Does Dick's Sporting Goods Earnings Surprise Make It a Buy?

DKS did alter its full year guidance in a promising way, and seems to be making progress in its attempts to drive online growth.
By DAVE BUTLER
May 29, 2019 | 12:44 PM EDT
Stocks quotes in this article: DKS

I think Dick's Sporting Goods (DKS)  first quarter results was more about new guidance rather than results. Yes, the stock jumped on the earnings beat vs. estimates Wednesday morning, but net income actually declined. DKS relied on further share decreases in order to create that earnings beat on a per share basis. (The shares have since declined, and were down about 6% in early afternoon trading.)

Long term I don't like that strategy. But the sports retailer did alter its full year guidance in a promising way, and seems to be making progress in its attempts to drive online growth. Forecasting also paints a much better same store sales picture versus 2018.

To me this remains a question of where the retailer's earnings come from. Right now, they continue to come from share buybacks. Revenues increased 0.6% to $1.92 billion, but increased expenses cut into operating margins. Net income was $57.52 million vs. $60.08 million a year ago. Diluted shares outstanding declined by 7.6%, which allowed for a $0.02 increase in earnings year over year. Diluted earnings per share were $0.61 on a GAAP basis. On a non-GAAP basis, earnings were $0.62 per share vs. expectations of $0.58 per share on an adjusted basis. I would like to see those earnings derived from higher overall net income, rather than spending money on share decreases. That capital could be going into innovation.

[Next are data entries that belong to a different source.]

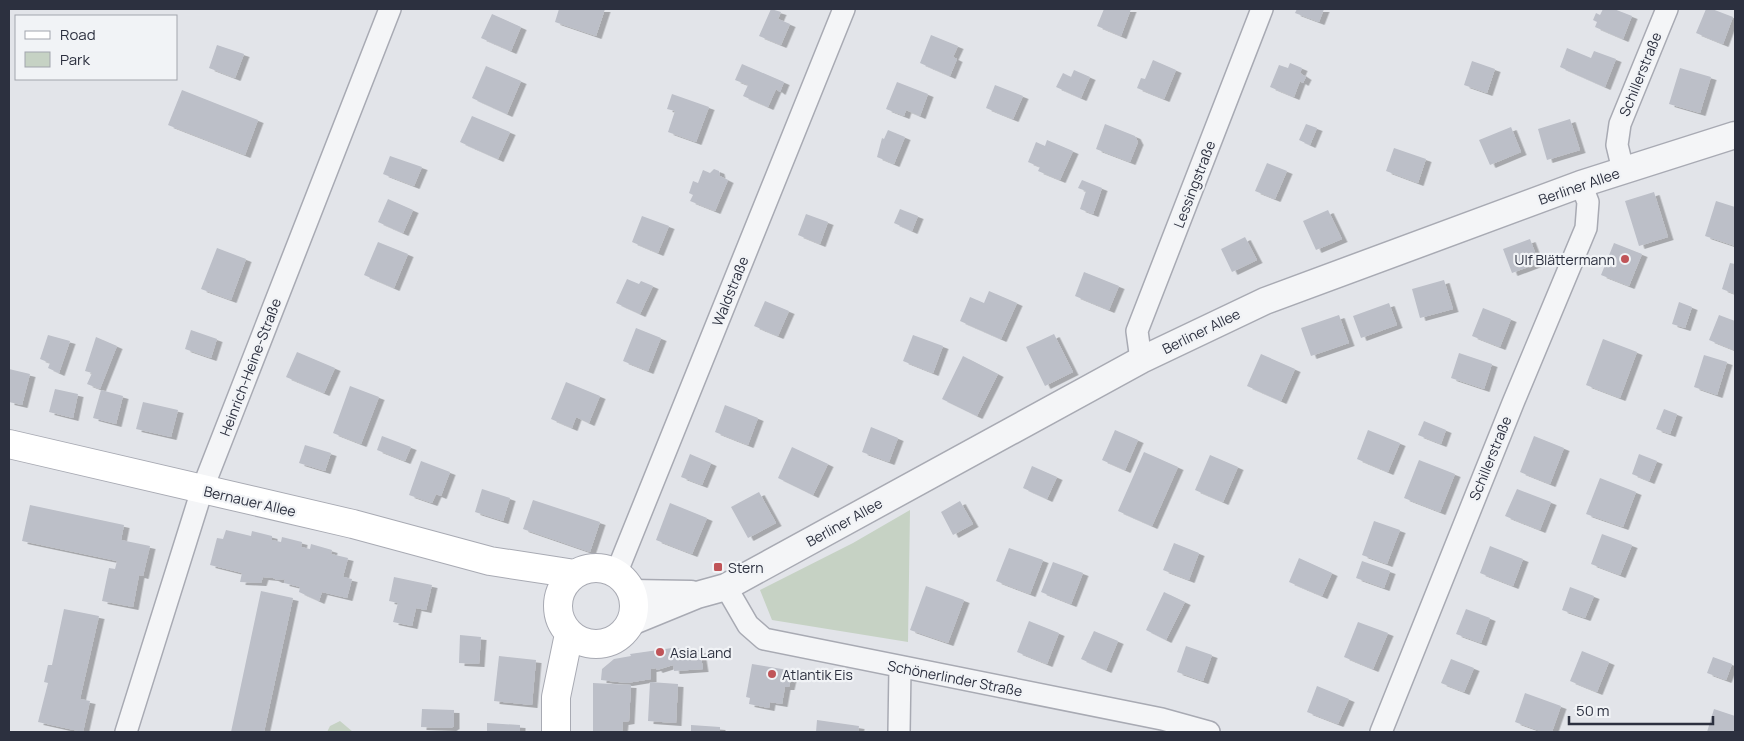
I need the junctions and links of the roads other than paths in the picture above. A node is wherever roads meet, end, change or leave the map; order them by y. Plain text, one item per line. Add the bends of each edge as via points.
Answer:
1 (390, 9) edge
2 (844, 9) edge
3 (1262, 9) edge
4 (1666, 9) edge
5 (1735, 135) edge
6 (1624, 170) junction
7 (1581, 184) junction
8 (1142, 360) junction
9 (9, 444) edge
10 (202, 490) junction
11 (490, 561) junction
12 (575, 574) junction
13 (624, 583) junction
14 (726, 587) junction
15 (697, 595) junction
16 (563, 622) junction
17 (630, 622) junction
18 (599, 644) junction
19 (900, 668) junction
20 (557, 730) edge
21 (126, 732) edge
22 (899, 732) edge
23 (1209, 732) edge
24 (1381, 732) edge

1 - 10 street, Heinrich-Heine-Straße
2 - 13 street, Waldstraße
3 - 8 street, Lessingstraße via 1137,330
4 - 6 street, Schillerstraße via 1620,124 1617,145
5 - 6 street, Berliner Allee
6 - 7 street, Berliner Allee
7 - 8 street, Berliner Allee via 1265,301
7 - 24 street, Schillerstraße via 1588,202 1586,228
8 - 14 street, Berliner Allee
9 - 10 main road, Bernauer Allee
10 - 11 main road, Bernauer Allee via 353,524
10 - 21 street, Heinrich-Heine-Straße
11 - 12 main road, Bernauer Allee
11 - 16 main road, Bernauer Allee via 546,592
12 - 13 main road via 596,568
12 - 16 main road via 561,590
13 - 15 street, Berliner Allee
13 - 17 main road via 634,608
14 - 15 street, Berliner Allee
14 - 19 street, Schönerlinder Straße via 748,625 764,639
15 - 17 street, Berliner Allee
16 - 18 main road via 578,640
16 - 20 main road via 556,696
17 - 18 main road via 618,638
18 - 20 main road via 579,668
19 - 22 street
19 - 23 street, Schönerlinder Straße via 1162,719

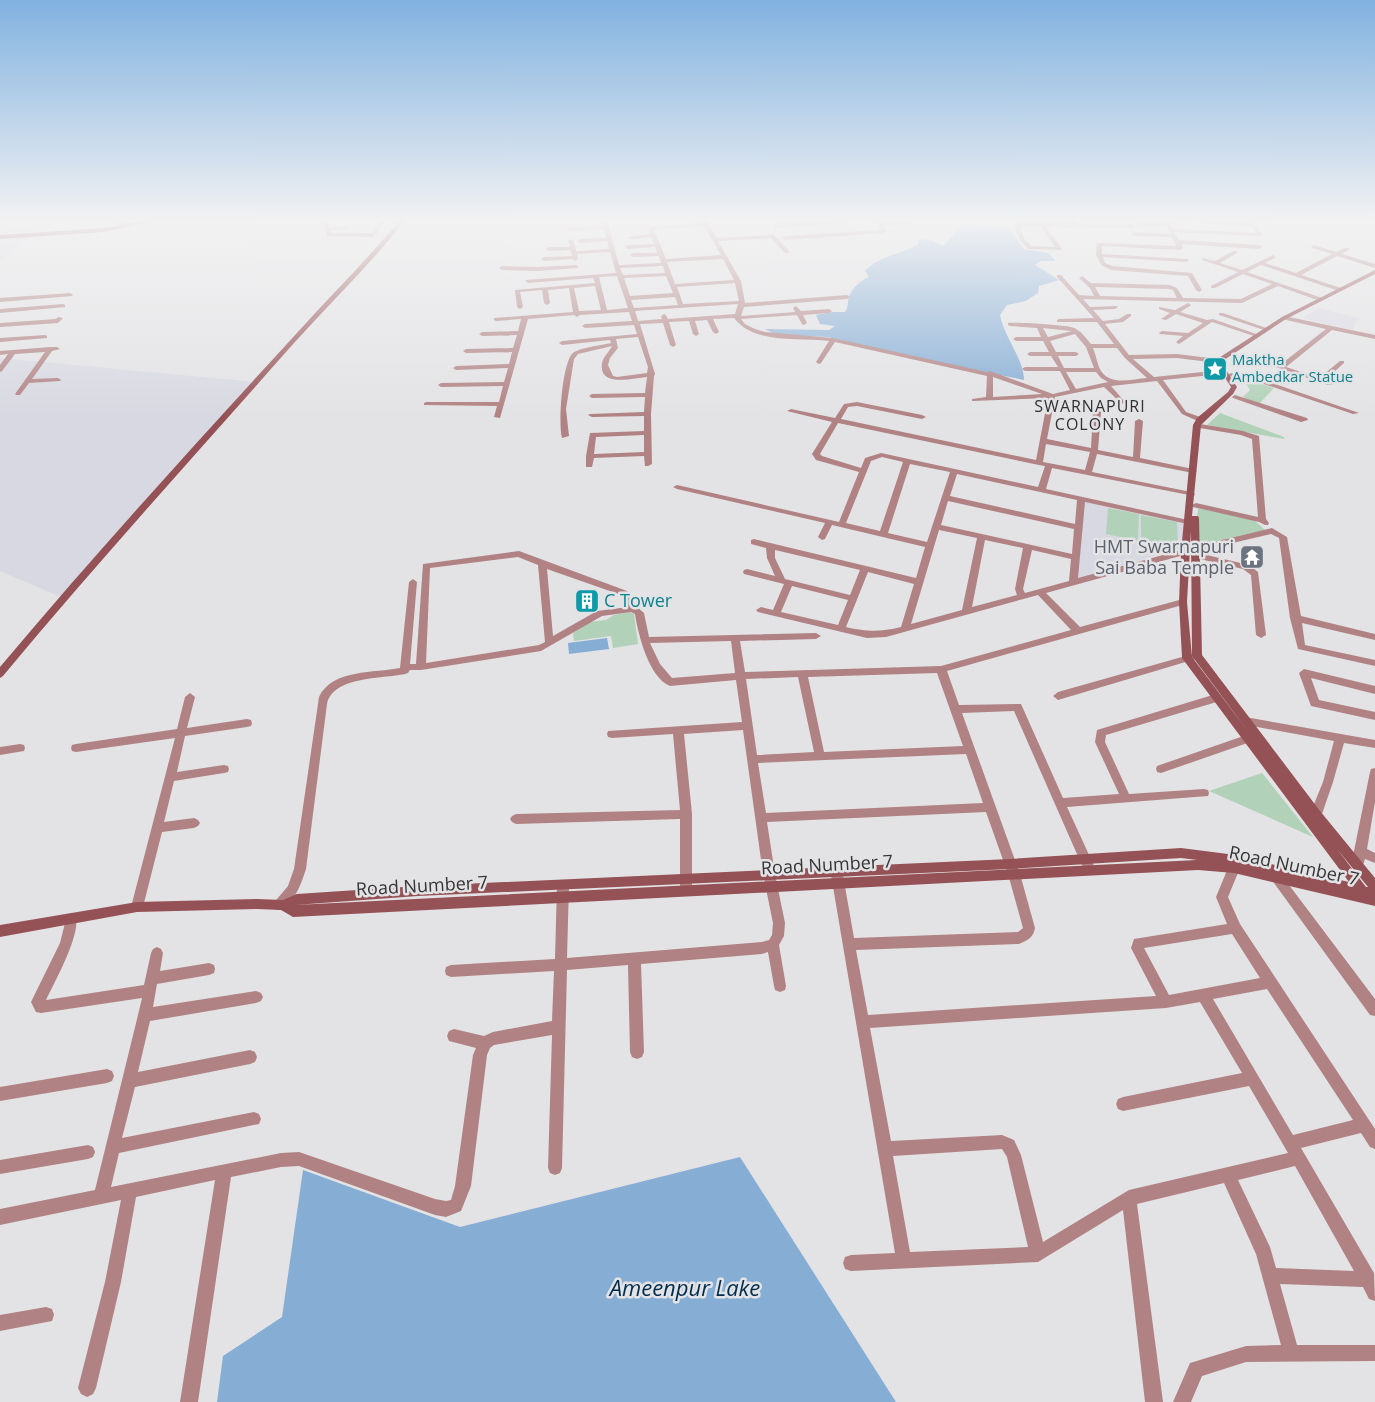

In terms of growth, Dick's reported flat same store sales. The company's guidance was very conservative, and this fell into their range of expectations. If you want to look deeper into this, you have to go off of CEO Ed Stack's commentary. Stack noted that the retailer's same store sales actually "turned positive in March", and that the sales "remained positive in April". The positive trend must be carrying over well, as Dick's new full year 2019 guidance includes same store sales growth forecasts of 2% at the high end, and slightly positive at the low end. Bear in mind this is only a slight change from the guidance provided in the fourth quarter of 2018.

The shining area in the first quarter was unsurprisingly digital. E-Commerce sales increased 15% in the first quarter. Representing 13% of sales in Q1, the online presence gained 2% of net sales year over year. This remains a reminder that many retail names are capable of making e-Commerce a part of their business plan.

DKS shares have had a wild ride over the last few years. After trading in the $60's in 2017, DKS experienced a revaluation through last year as the stagnation began to become more apparent. I've said many times now that I believe that pullback created some serious value potential if Dick's Sporting Goods can prove its ability to reinvigorate sales. The new guidance might be the start of that, but we're still in the early stages.

One could attempt an early move on the CEO's rhetoric about how same store sales turned positive in March, but the full year guidance hasn't exactly changed the story very much. Overall retail seems to be a little shaky, and one has to wonder if DKS can continue the push this late in an economic cycle. I think one has to be really picky within retail. $3.40 per diluted share, the high end of full year guidance, would give DKS a forward P/E ratio of 10.64. Yes that's cheap, but current retail valuations don't suggest that investors will allow that ratio to rise too far without some serious good news.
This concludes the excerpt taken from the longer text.